Caltrain Wants Level Boarding — These Are the Hurdles That Remain

Passengers with bicycles wait to board Caltrain. Photo: Bryan Goebel

As Caltrain celebrates 150 years of continuous passenger rail service between San Francisco and San Jose this year, transit planners are finally preparing to modernize the service by converting from diesel to electric trains. This transition, which Caltrain aims to complete by 2019, will reduce travel times for passengers because electric trains can accelerate and decelerate much more quickly. A typical all-stops local train trip from San Francisco would be reduced from about 90 minutes to 80 minutes.

Caltrain has long promoted electrification of the passenger rail line because electric trains are cheaper to operate and maintain — and because faster service will attract more riders and bring in more revenue. But one very important technical detail was missing from the agency’s plans until recently: Level boarding.

Currently, passengers need 55 seconds at each station, on average, to get on and off the newer two-step Bombardier train cars. The electric trains set to be purchased in 2015 will also include two steps unless the platforms at all 25 stations between San Francisco and Tamien in San Jose (the section planned to be electrified) are re-constructed 17 inches higher than they are today.
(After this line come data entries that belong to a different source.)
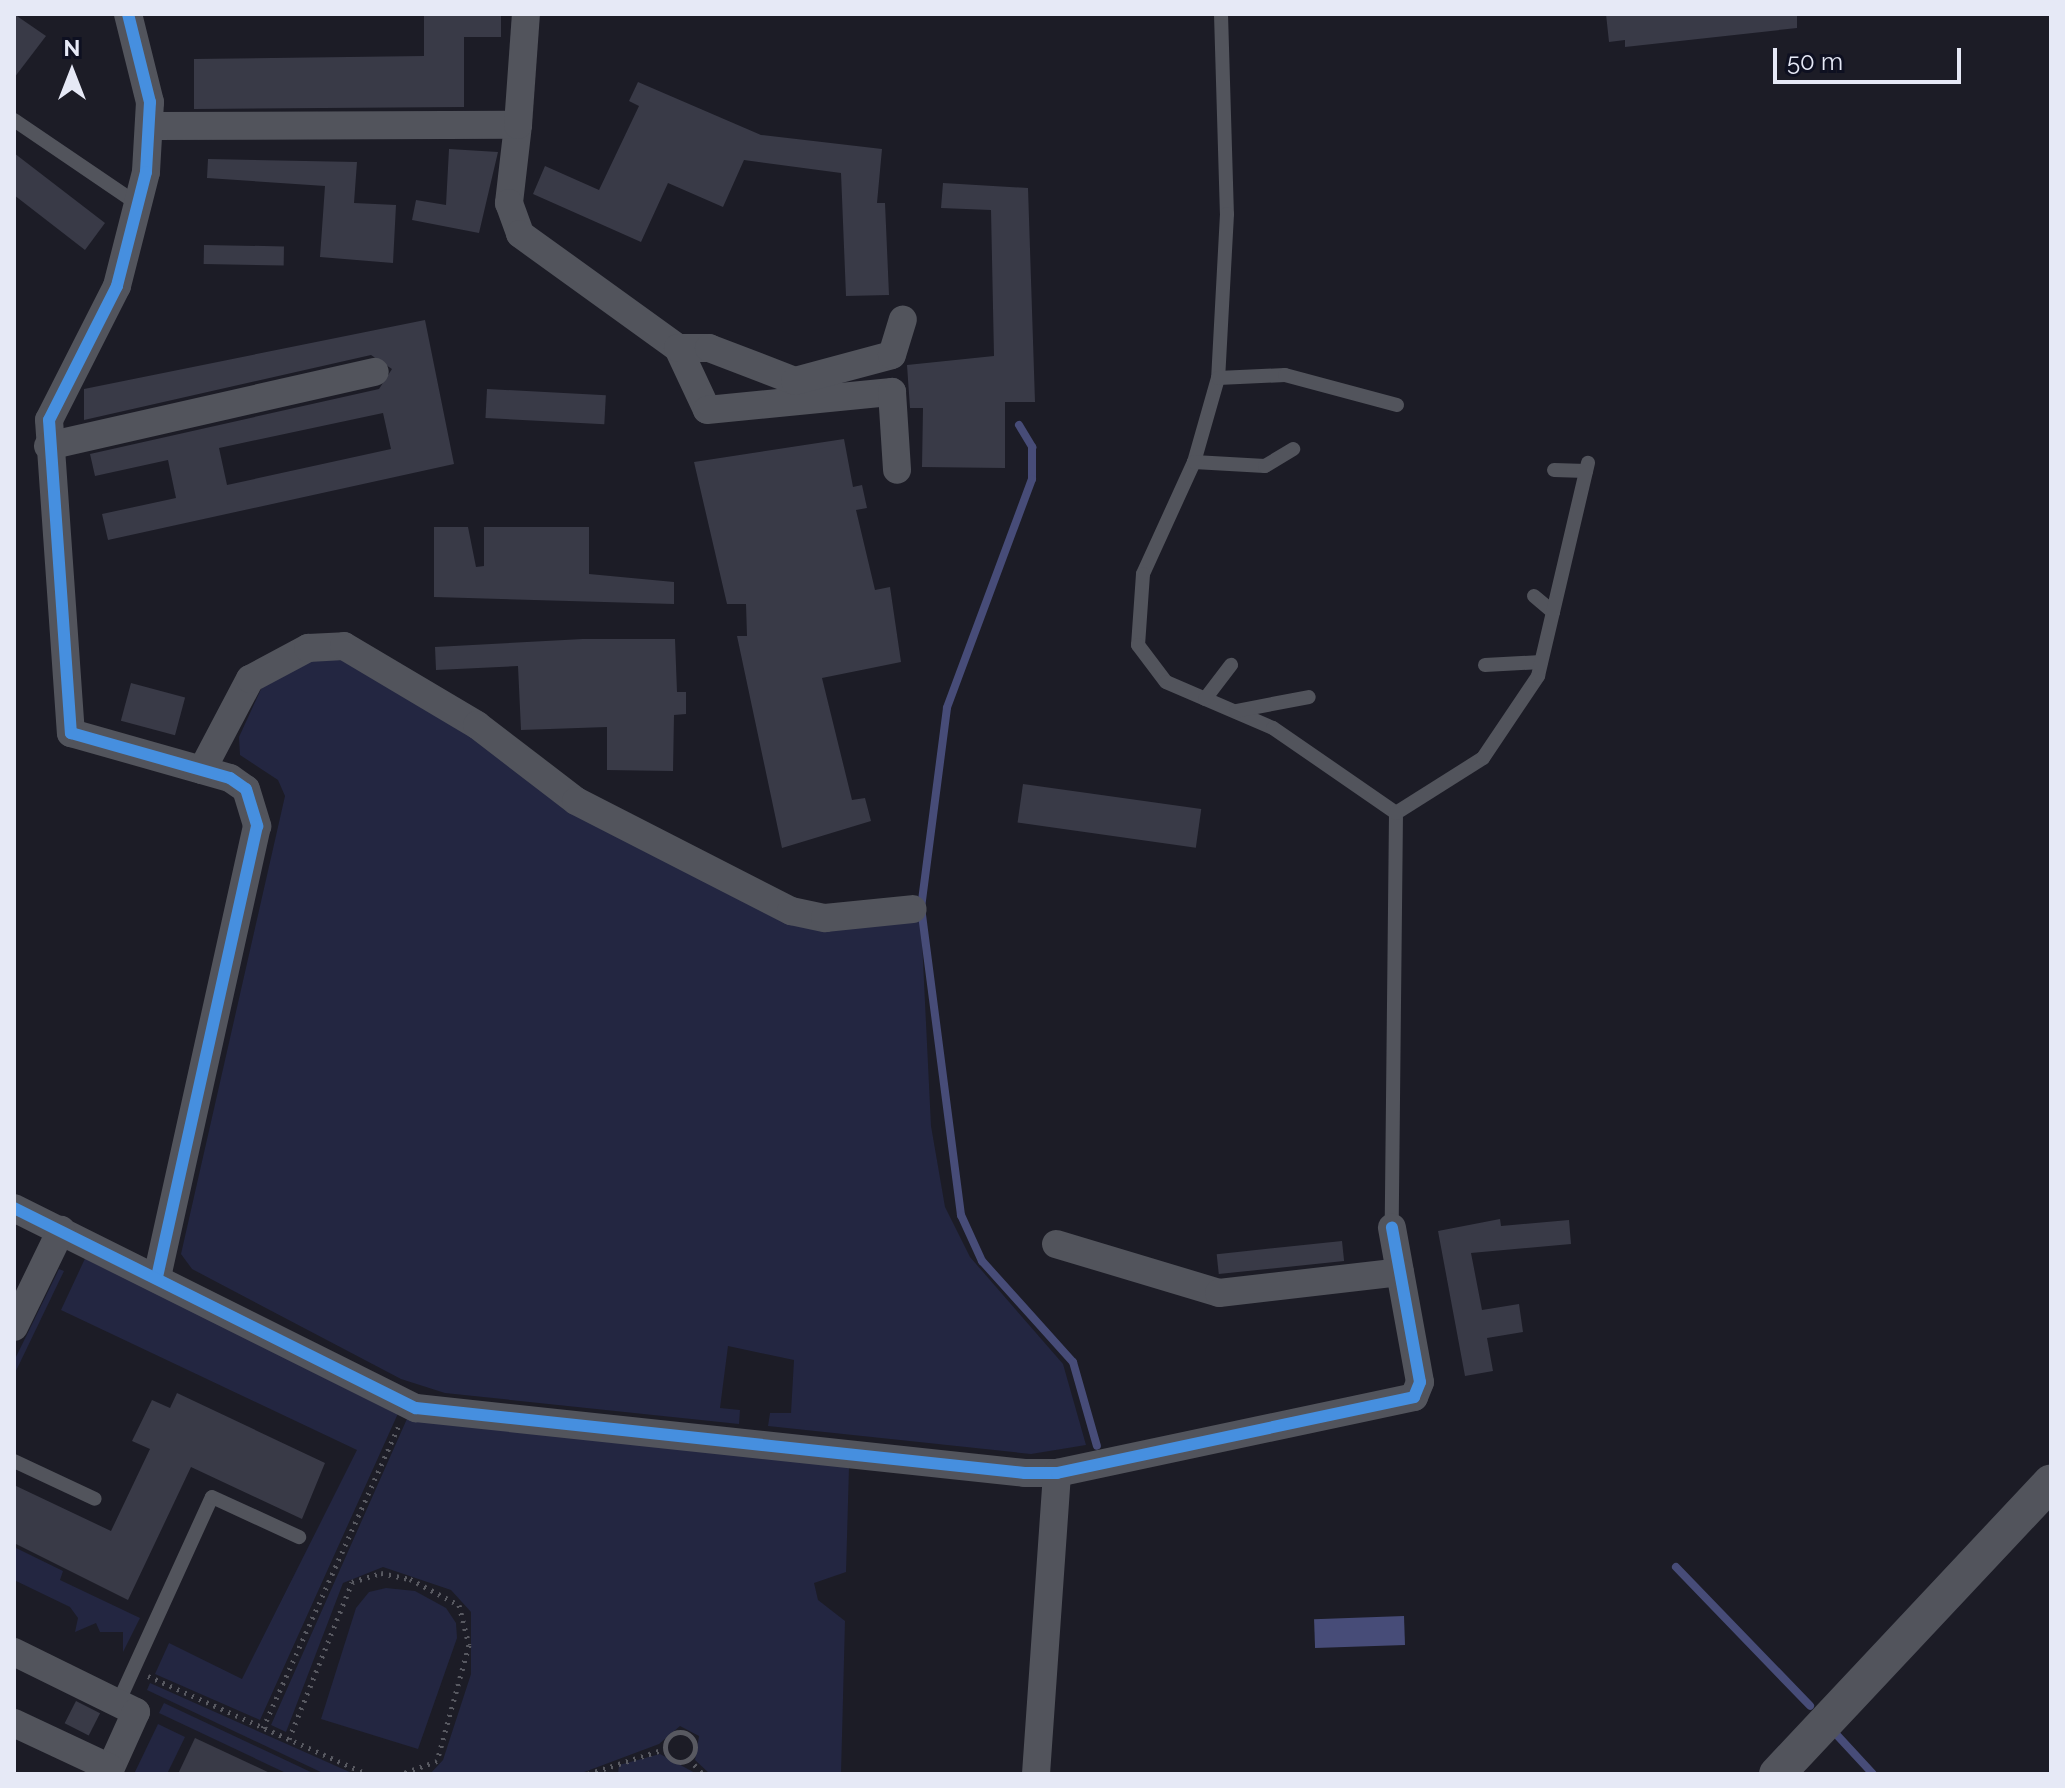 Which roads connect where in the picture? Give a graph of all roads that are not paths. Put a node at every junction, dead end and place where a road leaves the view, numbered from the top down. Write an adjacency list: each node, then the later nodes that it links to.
1 (128, 14): 6 (street)
2 (526, 14): 5 (street)
3 (1221, 14): 11 (lane)
4 (14, 120): 7 (lane)
5 (518, 125): 6 (street); 9 (street)
6 (152, 126): 7 (street)
7 (140, 206): 13 (street)
8 (903, 320): 9 (street)
9 (678, 348): 16 (street)
10 (375, 372): 13 (street)
11 (1218, 378): 12 (lane); 15 (lane)
12 (1397, 405)
13 (48, 446): 26 (street)
14 (1293, 449): 15 (lane)
15 (1194, 462): 24 (lane)
16 (897, 470)
17 (1554, 470): 19 (lane)
18 (1534, 596): 19 (lane)
19 (1553, 612): 20 (lane)
20 (1541, 662): 22 (lane); 27 (lane)
21 (1231, 665): 24 (lane)
22 (1485, 665)
23 (1309, 697): 25 (lane)
24 (1205, 699): 25 (lane)
25 (1235, 712): 27 (lane)
26 (202, 770): 28 (street); 34 (street)
27 (1396, 813): 30 (lane)
28 (913, 909)
29 (14, 1208): 31 (street)
30 (1392, 1228): 33 (street)
31 (61, 1230): 34 (street); 35 (street)
32 (1056, 1244): 33 (street)
33 (1400, 1272): 37 (street)
34 (157, 1276): 37 (street)
35 (14, 1327)
36 (14, 1461): 39 (lane)
37 (1057, 1473): 45 (street)
38 (2051, 1482): 46 (street)
39 (95, 1499)
40 (299, 1537): 42 (lane)
41 (14, 1652): 42 (street)
42 (118, 1703): 44 (street)
43 (14, 1723): 44 (street)
44 (109, 1771)
45 (1036, 1774)
46 (1777, 1774)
Level platforms would allow large groups and passengers with bulky items such as bicycles, strollers, suitcases, and wheelchairs to board more quickly. That would save at least 15 seconds per station, shaving an additional five minutes from the all-stops San Francisco-to-San Jose trip.
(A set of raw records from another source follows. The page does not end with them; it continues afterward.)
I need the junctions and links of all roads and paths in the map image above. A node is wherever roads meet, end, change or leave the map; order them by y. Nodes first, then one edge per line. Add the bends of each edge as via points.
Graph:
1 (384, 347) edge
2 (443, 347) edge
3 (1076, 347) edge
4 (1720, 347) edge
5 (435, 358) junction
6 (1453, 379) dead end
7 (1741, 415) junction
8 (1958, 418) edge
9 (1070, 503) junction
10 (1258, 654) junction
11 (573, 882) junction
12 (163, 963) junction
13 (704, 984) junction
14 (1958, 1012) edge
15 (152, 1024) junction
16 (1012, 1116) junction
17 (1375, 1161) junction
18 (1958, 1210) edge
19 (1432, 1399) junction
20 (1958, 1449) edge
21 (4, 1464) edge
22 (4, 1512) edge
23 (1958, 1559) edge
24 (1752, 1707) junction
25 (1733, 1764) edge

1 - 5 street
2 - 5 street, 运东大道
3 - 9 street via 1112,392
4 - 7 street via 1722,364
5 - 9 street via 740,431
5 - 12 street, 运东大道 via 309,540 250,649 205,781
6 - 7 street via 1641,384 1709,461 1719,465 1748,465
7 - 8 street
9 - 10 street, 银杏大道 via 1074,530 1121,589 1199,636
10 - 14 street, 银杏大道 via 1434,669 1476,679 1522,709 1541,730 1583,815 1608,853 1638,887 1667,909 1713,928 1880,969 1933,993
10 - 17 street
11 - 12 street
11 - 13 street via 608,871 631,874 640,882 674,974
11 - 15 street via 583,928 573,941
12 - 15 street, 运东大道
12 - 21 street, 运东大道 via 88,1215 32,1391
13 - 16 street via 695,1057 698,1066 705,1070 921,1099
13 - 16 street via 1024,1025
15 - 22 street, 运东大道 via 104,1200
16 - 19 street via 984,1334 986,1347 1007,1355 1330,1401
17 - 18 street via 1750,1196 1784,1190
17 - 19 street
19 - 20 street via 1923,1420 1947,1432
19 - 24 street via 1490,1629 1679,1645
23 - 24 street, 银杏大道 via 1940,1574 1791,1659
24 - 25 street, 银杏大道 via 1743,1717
Gap Filler Steps on German Train

Caltrain could meet ADA requirements for level boarding with "gap filler steps" that deploy automatically at stops, but only if its platforms are constructed about 17 inches higher. Image: Clem Tillier

“Level boarding is just faster,” said Clem Tillier, editor of the Caltrain High Speed Rail Compatibility blog. ”On the basis of trip time, level boarding is at least 50 percent as effective [as electrification] and it will be far cheaper.”

It would also help improve transfers between all the transit services that connect to Caltrain, including BART, Muni, SamTrans, and VTA, as well as shuttles to employers in Silicon Valley. ”It makes for predictable dwell times,” Tillier explained. “The transfers to other transit systems will be much more effective since you don’t have to add so much padding to the schedule to make sure that you make those transfers.”

Caltrain Wheelchair

A passenger in a wheelchair boards Caltrain. Photo: Friends of Caltrain

Stairs are also a safety hazard, especially when getting off the train, and they create an obvious accessibility problem for the elderly and the physically challenged.

State lawmakers allocated $600 million from the California High Speed Rail project to Caltrain in July 2012, providing nearly half of the $1.5 billion cost of the Caltrain electrification project. The agency is now tasked with designing the electrification infrastructure and choosing which trains to purchase in 2015.

“That $1.5 billion program does not include money for level boarding,” said Caltrain Modernization Program Executive Officer Marion Lee. ”There’s a lot of benefits to it, we haven’t quantified any of those yet. Whatever decisions that we make about level boarding will have a link to the type of trains we purchase.”

Caltrain also faces regulatory hurdles to level boarding. New passenger rail systems must include level boarding, a requirement of the Americans with Disabilities Act, but Caltrain is exempt due to older regulations governing freight rail, which still operates on its tracks. The California Public Utilities Commission General Order 26-D actually prevents level boarding from being implemented because it specifies setbacks between the platforms and freight trains in order to ensure the ability to transport large items extending over the sides of a train, such as airplanes, tanks, tractors, and other industrial equipment.

Large Rail Freight Items

California Public Utilities Commission General Order 26-D prevents level boarding on rail lines shared with freight, such as Caltrain, to allow wide items to be shipped. Image: Clem Tillier

Fortunately, this type of freight isn’t transported on the Caltrain tracks due to the lack of large manufacturing or agricultural facilities in San Francisco or the Peninsula. But General Order 26-D still applies to all lines that carry any freight in California. A waiver to exempt Caltrain from this requirement would need to be granted by the California Public Utilities Commission, which the rail companies (Southern Pacific and BNSF) might oppose since their priority is to maintain maximum flexibility for freight operations.

Having been lobbied for months by the advocacy group Friends of Caltrain, the agency finally stated in late September that level boarding is one of its goals for the electrification project. Funds to re-construct the platforms could be generated with a November 2016 ballot measure. Before that happens, though, the travel time benefits and construction cost would have to be accurately assessed, and the regulatory hurdles would have to be overcome.